Those of you that know me may have heard me talk about transparency, and how I feel this is important for good public service. I think that civil servants being more transparent about their work could have various potential benefits:
- Greater accountability
- Better learning / sharing of best practice
- Promotes understanding of what civil servants ‘actually do’
Ultimately, the public pay my salary so there’s a reasonable argument they should be able to see what they get for the money.
The experiment
I’ve decided to conduct a personal experiment in transparency and accountability – effectively a form of personal radical transparency. The principal is that I will endeavour to publish as much information about my work as practicable.
The purposes of this experiment are:
- To examine the value of greater transparency from civil servants – for example, does this give greater insight into what I do, or actively obfuscate that?

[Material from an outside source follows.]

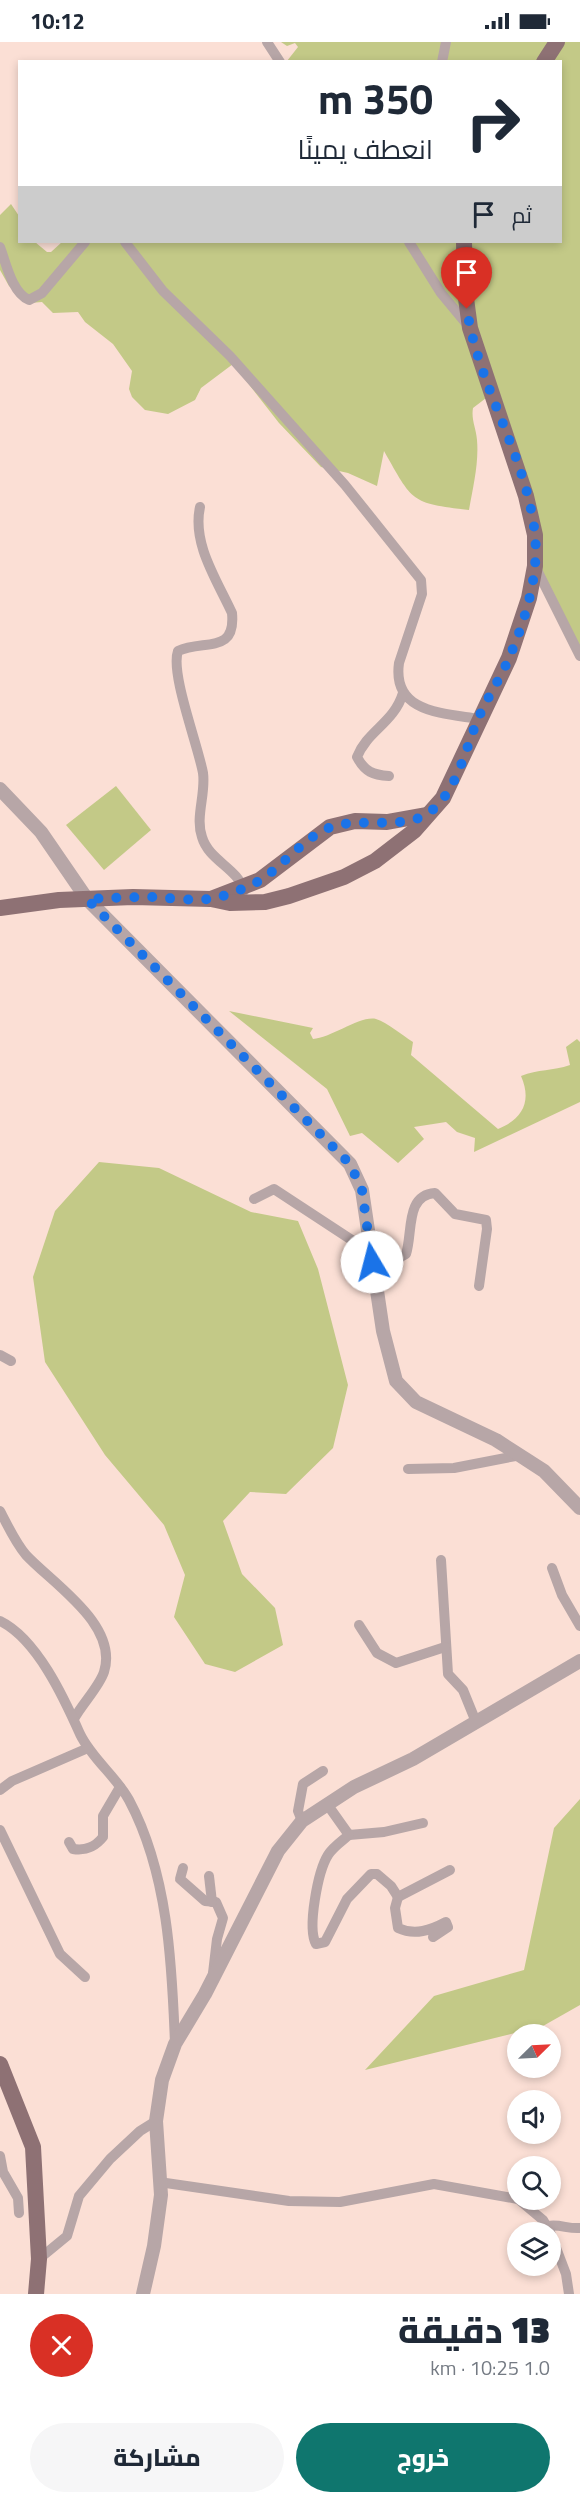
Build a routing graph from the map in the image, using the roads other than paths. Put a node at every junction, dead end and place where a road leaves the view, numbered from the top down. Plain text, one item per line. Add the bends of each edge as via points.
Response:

Which things are useful and which aren’t?
- To examine the practical considerations around being transparent – what tools / guidance / best practice / rules might help civil servants be more transparent?

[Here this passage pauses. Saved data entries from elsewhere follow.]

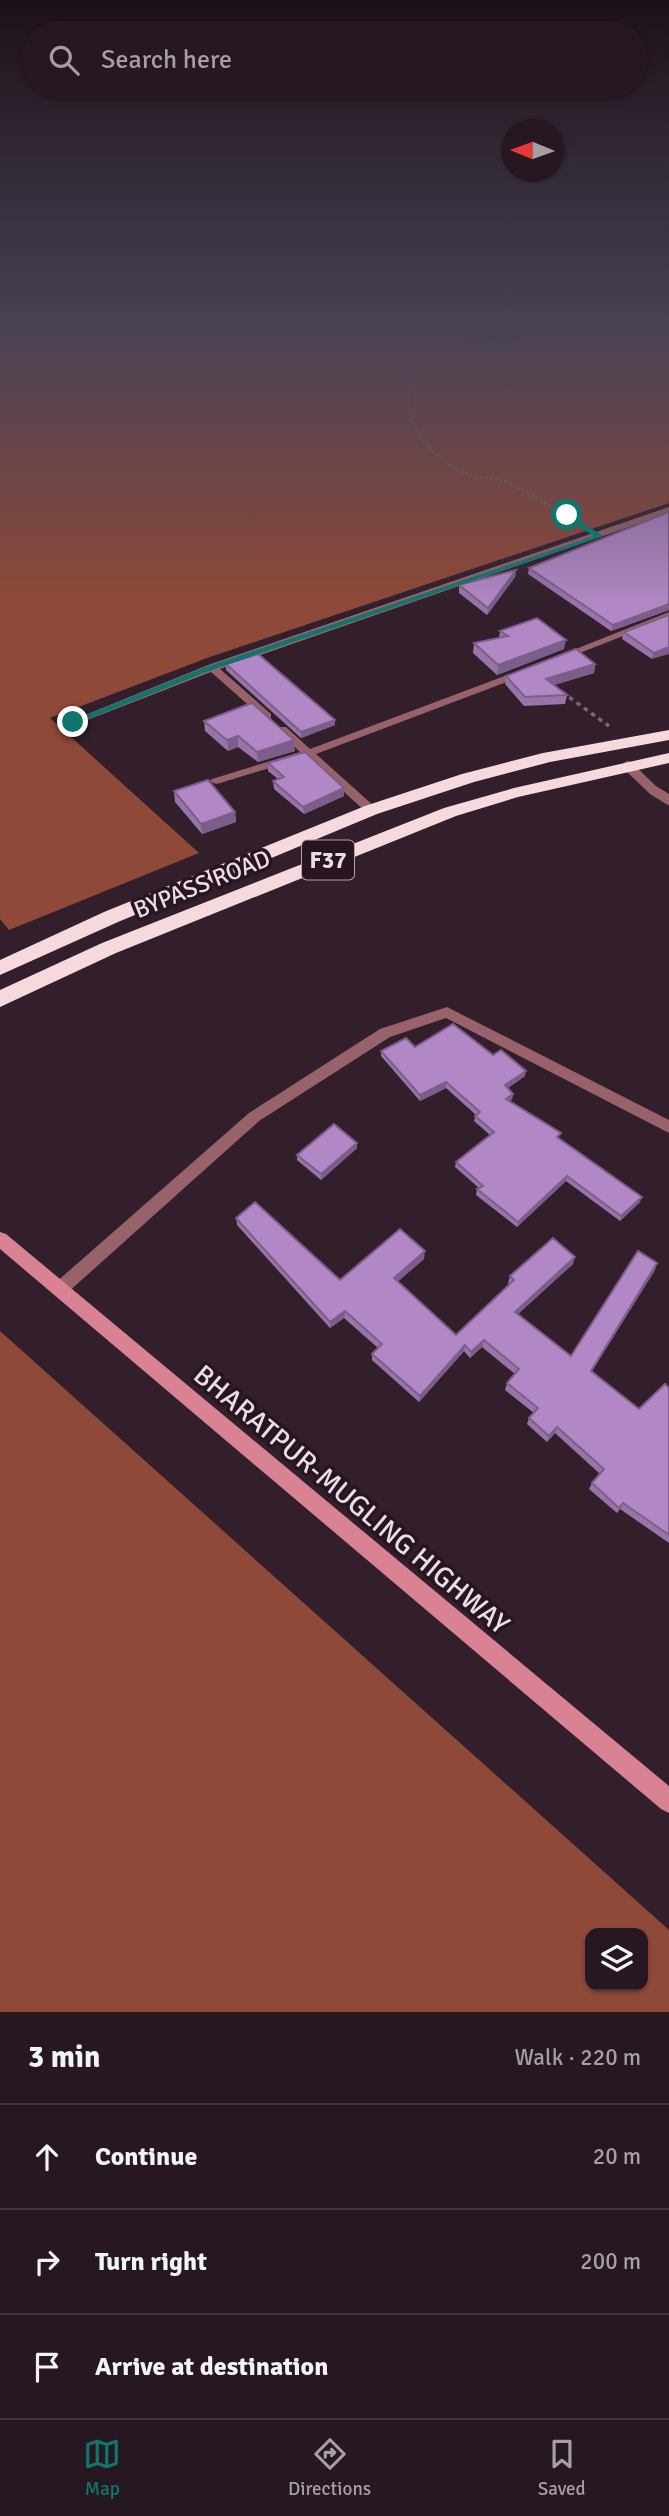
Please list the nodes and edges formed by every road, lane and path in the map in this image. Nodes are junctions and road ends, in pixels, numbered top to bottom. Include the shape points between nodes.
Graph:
1 (412, 420) edge
2 (669, 510) edge
3 (599, 536) junction
4 (669, 615) edge
5 (555, 659) edge
6 (212, 667) junction
7 (530, 669) joint
8 (73, 722) dead end
9 (669, 735) edge
10 (631, 741) junction
11 (308, 753) junction
12 (662, 759) edge
13 (628, 765) junction
14 (216, 781) dead end
15 (669, 800) edge
16 (371, 810) junction
17 (0, 968) edge
18 (0, 999) edge
19 (669, 1127) edge
20 (0, 1239) edge
21 (60, 1289) junction
22 (669, 1801) edge

1 - 3 path via 415,430 441,457 472,475 501,480
2 - 3 street
3 - 6 street
4 - 5 street
6 - 8 street
6 - 11 street
7 - 10 path
7 - 11 street
9 - 10 highway, BYPASS ROAD / F37
10 - 12 highway
10 - 16 highway, BYPASS ROAD / F37 via 468,778
11 - 14 street
11 - 16 street
12 - 13 highway, BYPASS ROAD / F37
13 - 15 lane
13 - 18 highway, BYPASS ROAD / F37 via 450,812 109,948
16 - 17 highway, BYPASS ROAD / F37
19 - 21 street via 447,1012 385,1033 254,1117
20 - 21 main road, BHARATPUR-MUGLING HIGHWAY
21 - 22 main road, BHARATPUR-MUGLING HIGHWAY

- To identify any other consequencs of transparency – for example, does it affect the way I work and/or the decisions I make, knowing that some of this will be published?
The (initial) ground rules of the experiment are:
- I can’t give details of anything protectively marked / embargoed.
- I can’t give details about my work that give away other people’s information (only my own information).
- I can’t give way details that would otherwise compromise security – for example my personal security.
- I do not have much time to dedicate to this so it will be on a ‘best endeavours’ basis.
- Some of this likely won’t work, won’t be practical or won’t be sustainable – hence it is an experiment.